Mit dem Zweiten Vatikanischen Konzil (1962-1965) hatte die katholische Kirche ihr belastetes Verhältnis zum Judentum geklärt. Der Weg vom - theologisch unsinnigen - Vorwurf des «Gottesmordes» und der Kollektivschuld bis zum Dialog mit den «älteren Brüdern und Schwestern» war weit. Vor allem der polnische Papst, aber auch schon Johannes XXIII. hätten die Aussöhnung mit Nachdruck gefördert, hob Barak in seiner Rede hervor. Johannes Paul II. selbst war mit seinen Gesten und Worten dem kirchlichen «Apparat» oft voraus. Er hatte sich auch nach Differenzen, wie sie um die Klostergründung in Auschwitz, um die Seligsprechung der Philosophin, Konvertitin und Karmelitin Edith Stein oder die geplante Seligsprechung von Pius XII. entstanden waren, um Abbau von Missverständnissen bemüht. Allerdings hatte auch er Pius XII. wiederholt gegen Angriffe verteidigt. Dieses Thema kam in Yad Vashem nicht zur Sprache.

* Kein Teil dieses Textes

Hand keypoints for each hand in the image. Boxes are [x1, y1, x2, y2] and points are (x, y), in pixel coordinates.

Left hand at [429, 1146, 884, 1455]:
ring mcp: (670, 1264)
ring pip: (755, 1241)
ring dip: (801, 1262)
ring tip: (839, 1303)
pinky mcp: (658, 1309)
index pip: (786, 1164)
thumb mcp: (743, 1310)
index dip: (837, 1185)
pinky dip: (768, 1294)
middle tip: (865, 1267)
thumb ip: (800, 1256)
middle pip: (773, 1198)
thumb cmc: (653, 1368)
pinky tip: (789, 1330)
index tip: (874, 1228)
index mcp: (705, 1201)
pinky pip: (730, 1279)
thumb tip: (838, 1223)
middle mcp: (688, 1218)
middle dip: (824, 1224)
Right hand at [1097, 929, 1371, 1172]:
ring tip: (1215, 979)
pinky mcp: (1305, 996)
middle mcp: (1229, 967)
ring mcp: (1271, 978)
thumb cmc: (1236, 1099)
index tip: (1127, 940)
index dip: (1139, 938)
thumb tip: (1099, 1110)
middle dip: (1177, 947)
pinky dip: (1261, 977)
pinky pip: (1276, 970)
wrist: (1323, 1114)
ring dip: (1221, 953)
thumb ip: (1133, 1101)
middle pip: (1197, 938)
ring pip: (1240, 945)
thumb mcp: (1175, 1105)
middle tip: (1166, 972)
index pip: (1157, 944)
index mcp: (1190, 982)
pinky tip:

Zur religiösen Aussöhnung mit dem Judentum gehört eng auch die politische Normalisierung mit Israel. Nach 40-jähriger Verweigerung hatte der Vatikan vor sieben Jahren volle diplomatische Beziehungen zu Israel aufgenommen. Auf den Grundlagenvertrag folgten der Botschafteraustausch und ein Rechtsabkommen. Die Beziehungen zwischen dem Vatikan und Israel gelten heute als gut. Die gelöste Stimmung bei der Begegnung mit Präsident Ezer Weizman war dafür ein Beleg. Johannes Paul II. ermutigte auch bei diesem Treffen nachdrücklich zur Fortsetzung des Friedensprozesses. Der Papst weiß, dass Frieden sich stabilisierend auch auf die Lage der Christen in Nahost auswirkt. Zudem will der Vatikan sich als Partner für den weiteren Verlauf der Friedensgespräche empfehlen. Hierbei scheinen die Standpunkte weiterhin auseinander zu liegen. Barak bezeichnete in seiner Rede an den Papst noch einmal Jerusalem als ewige Hauptstadt Israels, in der die Rechte der Religion und der Menschen geachtet würden.
Auch Palästinenser-Präsident Yassir Arafat hatte am Tag zuvor Jerusalem als «ewige Hauptstadt» Palästinas bezeichnet. Die vatikanische Position mit der Forderung nach einem international garantierten Statut unterscheidet sich von beiden. Allerdings hat der Papst die Jerusalemfrage bei seiner Reise bislang nicht angesprochen. Sicher wird das Thema am Freitag bei seinem offiziellen Gesprächstermin mit Barak in Galiläa, am Ort der Bergpredigt, eine Rolle spielen.